In 1982 he had an article published in a publication of the Naval Institute on the MX missile system. He was also writing The Hunt For Red October, inspired by a newspaper article about a 1975 mutiny aboard a Soviet destroyer. The novel, about a superpower conflict centred on a renegade Soviet submarine commander, was published in 1984 by the Naval Institute Press for a $5,000 advance. It sold 300,000 hardbacks and 2m paperbacks in two years. Eventually it sold 5m copies.

He followed it in 1986 with Red Storm Rising, written with Larry Bond. A year later, the CIA analyst Jack Ryan, introduced in Red October, returned in Patriot Games. (By 1994 he was President of the United States.) The "official" sequel to Red October came with 1988's The Cardinal of the Kremlin.

Red October was filmed in 1990, starring Sean Connery and with Alec Baldwin as Jack Ryan. Harrison Ford replaced Baldwin in the films of Patriot Games and Clear and Present Danger. Ben Affleck had a shot at playing Jack Ryan and Kenneth Branagh is directing Chris Pine as the latest Jack Ryan for Shadow One, to be released this Christmas. By 1993 Clancy was earning so much money that he could afford to buy his local baseball team, the Baltimore Orioles, with other investors. He remained a part-time owner until his death.

By 1996 he was exploring the link between his novels and video games. In that year he co-founded video game developer Red Storm Entertainment. SSN: Strategies for Submarine Warfare in 1996 was his first novel to link directly to a video game. He did the same thing with Rainbow Six in 1998. By then he was one of those few writers who are brands and like some brands he became a franchise. He worked with other writers and lent his name to a range of video games and board games that had book tie-ins.
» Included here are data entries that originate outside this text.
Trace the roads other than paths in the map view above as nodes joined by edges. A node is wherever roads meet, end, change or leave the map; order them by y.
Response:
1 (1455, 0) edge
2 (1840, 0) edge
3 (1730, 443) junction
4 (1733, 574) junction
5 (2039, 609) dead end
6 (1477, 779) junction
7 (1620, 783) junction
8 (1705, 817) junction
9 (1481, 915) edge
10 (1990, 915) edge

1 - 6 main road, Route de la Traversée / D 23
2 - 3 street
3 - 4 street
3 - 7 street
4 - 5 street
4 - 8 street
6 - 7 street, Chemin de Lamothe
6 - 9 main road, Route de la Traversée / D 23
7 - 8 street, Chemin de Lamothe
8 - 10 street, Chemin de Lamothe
The 10 novels in the Net Force series, the eight in the Op-Center series and the Power Play series were all written by others and linked to video games, as were the Ghost Recon, Endwar and HAWX series.

In 1997 it was reported his publishers were paying $50m for world rights to two books and a further $25m for a four-year multimedia deal. He owned a $16m penthouse condo at the Ritz-Carlton in Baltimore in which, it was alleged, he wanted to instal a firing range. He also owned an 80-acre farm overlooking the Chesapeake Bay with a Sherman tank parked on the lawn.

He and his wife separated in 1995. In 1998 he had intended to purchase the Minnesota Vikings but his divorce settlement negotiations prevented him concluding the deal. In the settlement Clancy split his part ownership of the Baltimore Orioles (he was the second-largest shareholder) with her.

His divorce was finalised in early 1999 and in June 1999, aged 53, he married Alexander Marie Llewellyn, 21, the TV journalist daughter of an African-American multi-millionaire. She had been introduced to him the previous year by her second cousin, the four star general and future Secretary of State, Colin Powell.

He wrote or co-wrote or had ghosted 25 novels in all, each one a bestseller. Threat Vector (2012) co-written with Mark Greaney, and his final novel Command Authority, also co-written by Greaney, will be published in December.

He worked five or six hours a day aiming to produce at least five good pages by the evening. He attributed part of his success to his diligence. He once said writers' block was "just an official term for being lazy – and the way to get through it is work."

Peter Guttridge

Thomas Leo Clancy, Jr, author: born Baltimore, Maryland 12 April 1947; married firstly Wanda (divorced 1999), 1999 Alexander Marie Llewellyn; died Baltimore 1 October 2013.